Des écoles belges participent à un in-flight call en direct avec une astronaute de l’ISS

Food from spirulina    

Les missions spatiales de longue durée représentent l’un des principaux défis pour la recherche spatiale. Il est en effet impossible d’emporter suffisamment de vivres pour imaginer un jour un voyage sur Mars. Depuis 25 ans, l’Agence spatiale européenne (ESA), le Centre d’Etude de l’Energie Nucléaire (SCK•CEN) et d’autres partenaires scientifiques internationaux collaborent pour mettre au point un dispositif à base de bactéries capable de produire oxygène, eau potable et nourriture à partir de déchets organiques et inorganiques.

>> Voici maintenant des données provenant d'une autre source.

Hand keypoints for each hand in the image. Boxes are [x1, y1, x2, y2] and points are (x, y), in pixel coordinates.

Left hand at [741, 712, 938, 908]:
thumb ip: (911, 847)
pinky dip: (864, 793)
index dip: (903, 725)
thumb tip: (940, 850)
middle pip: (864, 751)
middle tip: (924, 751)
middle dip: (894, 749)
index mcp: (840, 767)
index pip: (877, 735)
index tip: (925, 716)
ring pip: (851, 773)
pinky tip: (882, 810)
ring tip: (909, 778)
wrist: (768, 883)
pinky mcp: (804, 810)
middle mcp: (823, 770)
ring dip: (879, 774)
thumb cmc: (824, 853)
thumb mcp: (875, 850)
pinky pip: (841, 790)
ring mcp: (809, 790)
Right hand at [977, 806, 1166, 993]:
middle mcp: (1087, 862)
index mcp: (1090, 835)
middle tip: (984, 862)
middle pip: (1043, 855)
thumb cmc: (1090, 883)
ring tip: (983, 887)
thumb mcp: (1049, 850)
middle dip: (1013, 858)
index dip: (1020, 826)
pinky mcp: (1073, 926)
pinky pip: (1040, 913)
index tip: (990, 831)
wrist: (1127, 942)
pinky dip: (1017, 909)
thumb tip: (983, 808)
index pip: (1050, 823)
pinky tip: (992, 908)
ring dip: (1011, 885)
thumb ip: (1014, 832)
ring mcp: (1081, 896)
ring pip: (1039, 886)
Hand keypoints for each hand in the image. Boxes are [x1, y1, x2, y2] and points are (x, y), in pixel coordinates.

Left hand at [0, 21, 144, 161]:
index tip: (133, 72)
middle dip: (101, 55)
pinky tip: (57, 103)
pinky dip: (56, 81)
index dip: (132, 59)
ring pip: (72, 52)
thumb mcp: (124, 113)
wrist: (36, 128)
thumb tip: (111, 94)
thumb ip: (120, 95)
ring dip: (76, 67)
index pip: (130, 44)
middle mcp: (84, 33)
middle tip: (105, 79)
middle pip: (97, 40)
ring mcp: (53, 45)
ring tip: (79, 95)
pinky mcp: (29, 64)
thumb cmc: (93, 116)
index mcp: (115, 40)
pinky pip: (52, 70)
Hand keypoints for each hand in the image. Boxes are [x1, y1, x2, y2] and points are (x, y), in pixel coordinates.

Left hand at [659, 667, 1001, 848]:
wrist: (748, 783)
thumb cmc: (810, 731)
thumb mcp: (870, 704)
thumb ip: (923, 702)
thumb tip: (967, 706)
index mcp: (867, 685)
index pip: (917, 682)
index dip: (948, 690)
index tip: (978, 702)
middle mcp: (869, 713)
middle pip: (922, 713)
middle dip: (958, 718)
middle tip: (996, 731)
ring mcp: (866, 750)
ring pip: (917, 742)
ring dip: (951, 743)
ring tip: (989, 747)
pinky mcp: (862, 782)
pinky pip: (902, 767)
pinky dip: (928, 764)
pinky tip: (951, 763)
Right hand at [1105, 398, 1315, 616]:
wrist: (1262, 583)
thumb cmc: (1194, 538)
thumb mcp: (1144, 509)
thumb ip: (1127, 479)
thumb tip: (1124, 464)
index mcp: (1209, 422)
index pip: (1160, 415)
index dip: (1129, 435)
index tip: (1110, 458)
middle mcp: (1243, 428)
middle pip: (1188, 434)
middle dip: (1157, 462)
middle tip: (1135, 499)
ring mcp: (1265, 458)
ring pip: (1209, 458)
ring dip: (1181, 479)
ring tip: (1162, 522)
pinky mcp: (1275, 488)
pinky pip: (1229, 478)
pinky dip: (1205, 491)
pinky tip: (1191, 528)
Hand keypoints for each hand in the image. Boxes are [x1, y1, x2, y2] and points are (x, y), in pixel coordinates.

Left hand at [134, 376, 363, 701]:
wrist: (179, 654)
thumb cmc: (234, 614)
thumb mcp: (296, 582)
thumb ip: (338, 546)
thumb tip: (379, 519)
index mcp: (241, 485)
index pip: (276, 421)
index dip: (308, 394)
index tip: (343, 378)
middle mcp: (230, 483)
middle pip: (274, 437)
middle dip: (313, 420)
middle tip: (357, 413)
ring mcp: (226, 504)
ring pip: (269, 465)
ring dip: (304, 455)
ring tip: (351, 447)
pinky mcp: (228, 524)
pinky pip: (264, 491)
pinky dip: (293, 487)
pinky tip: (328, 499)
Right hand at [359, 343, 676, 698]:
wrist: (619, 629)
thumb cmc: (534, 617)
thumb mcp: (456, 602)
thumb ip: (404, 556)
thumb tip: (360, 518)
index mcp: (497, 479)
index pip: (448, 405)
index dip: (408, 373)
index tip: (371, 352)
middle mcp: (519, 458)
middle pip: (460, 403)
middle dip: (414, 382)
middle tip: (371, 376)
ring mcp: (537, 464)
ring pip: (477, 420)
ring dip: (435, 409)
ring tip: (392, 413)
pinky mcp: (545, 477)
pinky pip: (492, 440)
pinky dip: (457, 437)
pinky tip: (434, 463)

Pour les missions spatiales classiques, tout ce dont les spationautes ont besoin durant leur voyage, est emballé sur terre pour ensuite être expédié dans l’espace. Mais pour les missions de longue durée, l’affaire se corse. Plusieurs générations de chercheurs travaillent ainsi depuis près d’un quart de siècle sur un écosystème capable de fonctionner de manière autonome dans la capsule spatiale. Lancé par le SCK•CEN sous l’égide de l’ESA, ce projet baptisé MELiSSA (Micro-Ecological Life Support System Alternative) a depuis pris une ampleur internationale et fait de la Belgique une pionnière dans le développement de ce type d’écosystèmes.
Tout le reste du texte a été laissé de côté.